Active vs. passive investment debate misses point
According to Grant Watson, a boutique head at Old Mutual Investment Group, this binary debate, however, is an oversimplification that misses the point. Instead, investors should be turning their attention to a third option; that of index investing as an essential component within a blended active and passive investment solution.
Watson oversees South Africa’s largest passive funds, with more than R75bn passive funds under management, as well as a range of active, risk managed and hedge funds both locally and globally.
He says that while leading local and global institutional funds are incorporating blended investment strategies to deliver specific risk and return outcomes on the capital entrusted to these funds, retail investors are still predominantly following either one approach or the other – but generally still favouring active funds.
“It shouldn’t be a question of selecting one approach over another, but rather seeking an investment solution which blends both active and passive approaches to ensure optimum risk-adjusted returns,” says Watson.
Blended approach
Watson explains that institutional investors have been following a blended approach for a number of years now as a means of positioning their overall investment portfolios for the low-growth, volatile global investment landscape which South Africa currently finds itself in.
“Institutional investors understand that a blended approach provides the ideal balance between maximising returns (after fees) and minimising the risk of capital losses. This is especially true in South Africa where asset class and sector allocations are the main drivers of investment outperformance.”
He points to industry statistics by S&P Dow Jones Indices which indicate that 75% of active investment managers have underperformed their benchmarks after fees over the last 5 years, both in South Africa and globally. “As we already know, investing via an index-tracking strategy is increasingly becoming a major trend in South Africa, driven largely by investors looking for simpler and lower cost investment strategies.”
However, this does not imply that investors should shy away from active management. “It is important to remember that many passive managers tend to underperform active managers in bear markets. It is key to select an active manager that has a proven track record and the ability to build portfolios that consistently outperform.
Best of both worlds
According to Watson, a blended approach provides investors with the best of both worlds, offering a reduction in the risk of underperformance and lower fees, a key consideration given the current low-yield environment.

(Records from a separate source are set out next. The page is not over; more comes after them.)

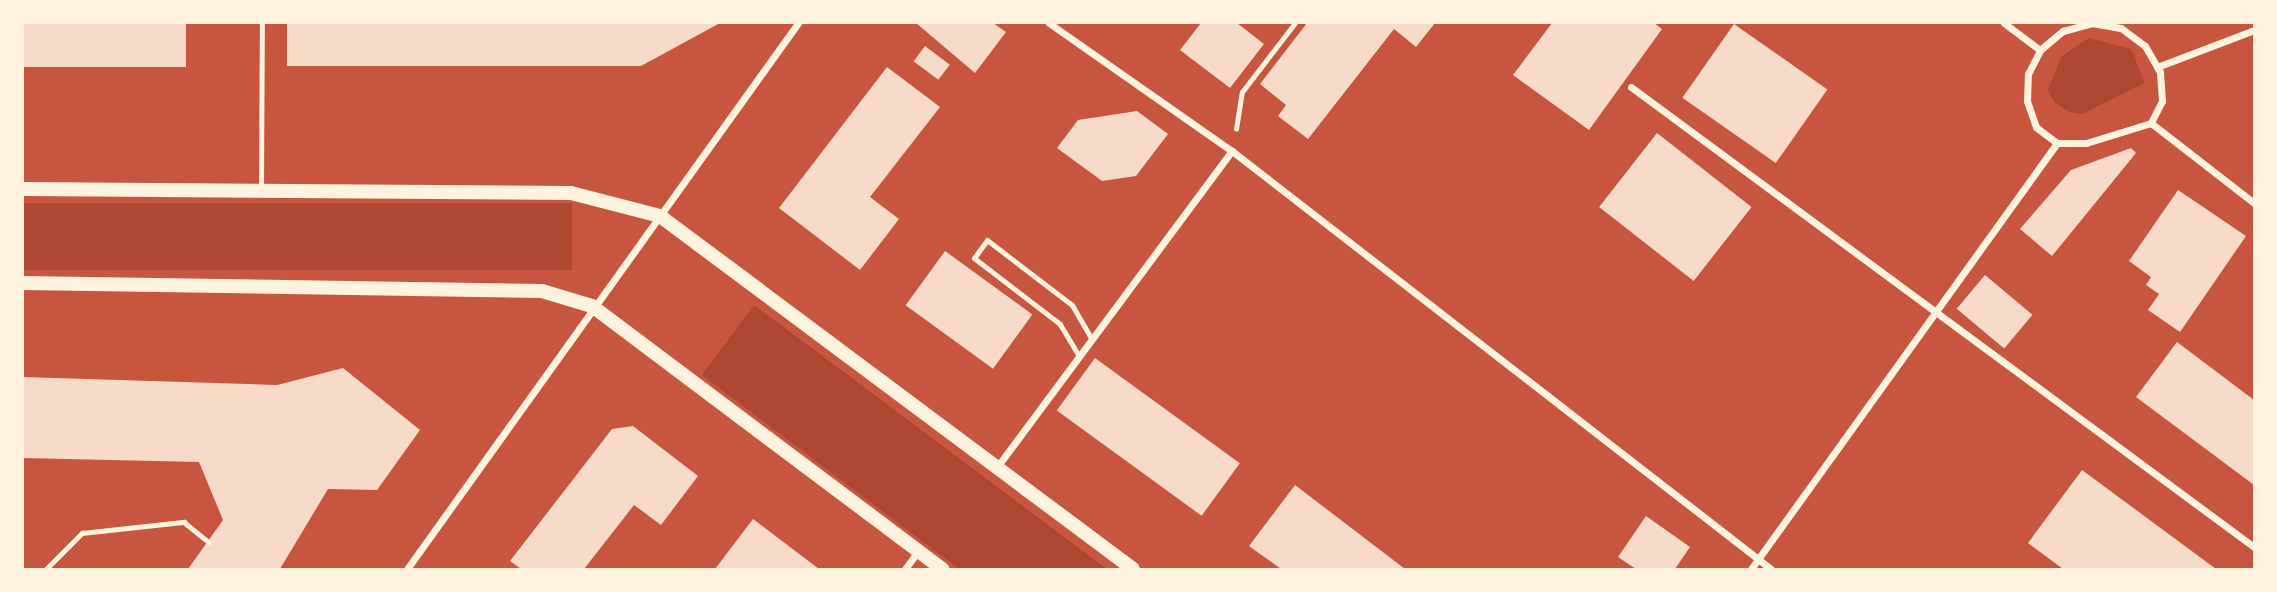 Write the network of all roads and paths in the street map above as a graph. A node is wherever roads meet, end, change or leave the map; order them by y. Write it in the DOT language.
graph roads {
  1 [pos="262,23"];
  2 [pos="798,23"];
  3 [pos="1049,23"];
  4 [pos="1296,23"];
  5 [pos="2004,23"];
  6 [pos="2254,30"];
  7 [pos="2040,50"];
  8 [pos="2157,67"];
  9 [pos="1631,87"];
  10 [pos="2151,123"];
  11 [pos="2057,143"];
  12 [pos="1232,151"];
  13 [pos="23,189"];
  14 [pos="261,192"];
  15 [pos="2254,203"];
  16 [pos="660,216"];
  17 [pos="23,283"];
  18 [pos="592,306"];
  19 [pos="1938,312"];
  20 [pos="1092,339"];
  21 [pos="1079,356"];
  22 [pos="997,467"];
  23 [pos="209,542"];
  24 [pos="2254,547"];
  25 [pos="918,551"];
  26 [pos="1758,559"];
  27 [pos="46,569"];
  28 [pos="407,569"];
  29 [pos="905,569"];
  30 [pos="942,569"];
  31 [pos="1133,569"];
  32 [pos="1751,569"];
  33 [pos="1771,569"];
  1 -- 14 [label="lane"];
  2 -- 16 [label="street"];
  3 -- 12 [label="street"];
  4 -- 12 [label="path"];
  5 -- 7 [label="street"];
  6 -- 8 [label="street"];
  7 -- 8 [label="street"];
  7 -- 11 [label="street"];
  8 -- 10 [label="street"];
  9 -- 19 [label="street"];
  10 -- 11 [label="street"];
  10 -- 15 [label="street"];
  11 -- 19 [label="street"];
  12 -- 20 [label="street"];
  12 -- 26 [label="street"];
  13 -- 14 [label="main road"];
  14 -- 16 [label="main road"];
  16 -- 18 [label="street"];
  16 -- 22 [label="main road"];
  17 -- 18 [label="main road"];
  18 -- 25 [label="main road"];
  18 -- 28 [label="street"];
  19 -- 24 [label="street"];
  19 -- 26 [label="street"];
  20 -- 21 [label="street"];
  20 -- 21 [label="lane"];
  21 -- 22 [label="street"];
  22 -- 31 [label="main road"];
  23 -- 27 [label="path"];
  25 -- 29 [label="street"];
  25 -- 30 [label="main road"];
  26 -- 32 [label="street"];
  26 -- 33 [label="street"];
}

He goes on to say that the weightings of active and passive investments in an investor’s overall portfolio will depend on the individual investor’s investment goals.
“Investors who are considering a blended portfolio approach should, as a point of departure, have a long-term investment horizon and mind set. It is imperative that investors seek professional investment advice when constructing their portfolio, as the allocations to active and passive investment options depends on each individual investor’s risk appetite and life stage.”
Watson concludes: “We believe that there is a place for both active and passive investing ideally through a blended approach that offers the best of both worlds.”